Trump s’inscrit également dans une nouvelle course contre la Chine, cherchant à empêcher cette dernière de s’approprier les gisements de minéraux essentiels à l’industrie 4.0 en Arctique. Notamment sous la dorsale Lomonossov. La Chine, alliée de facto de la Russie, pourrait devenir la grande bénéficiaire de la fonte des glaces arctiques, surtout avec l’essor de la route Nord-Est. Cette route permettrait de contourner le détroit de Malacca et le canal de Suez, tous deux influencés par le bloc occidental. Si les États-Unis n’interviennent pas au bon moment, ce qui nécessite un sens du timing que Trump semble maîtriser, ils risquent de perdre un avantage stratégique majeur.

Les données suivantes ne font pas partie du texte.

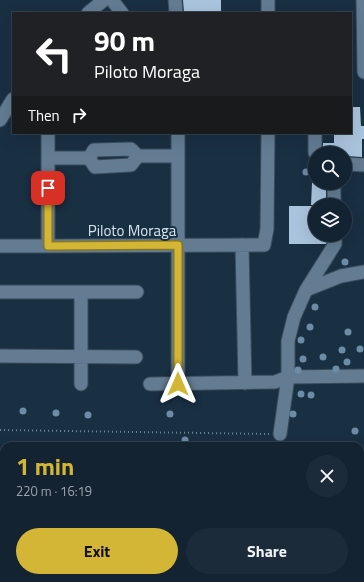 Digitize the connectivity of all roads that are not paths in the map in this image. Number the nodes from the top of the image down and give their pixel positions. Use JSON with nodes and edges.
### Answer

La guerre en Ukraine et les sanctions occidentales ont propulsé la Russie dans les bras du géant chinois, son principal client en matière d’énergie et partenaire clé au sein des BRICS+. Bien que la position de la Russie au sein du bloc soit menacée d’être éclipsée par la Chine, elle pourrait se consolider en développant une route maritime alternative. Cette voie, passant par les eaux territoriales et la ZEE russes, offrirait à Moscou un levier stratégique et économique, renforçant ainsi son rôle au sein des BRICS+.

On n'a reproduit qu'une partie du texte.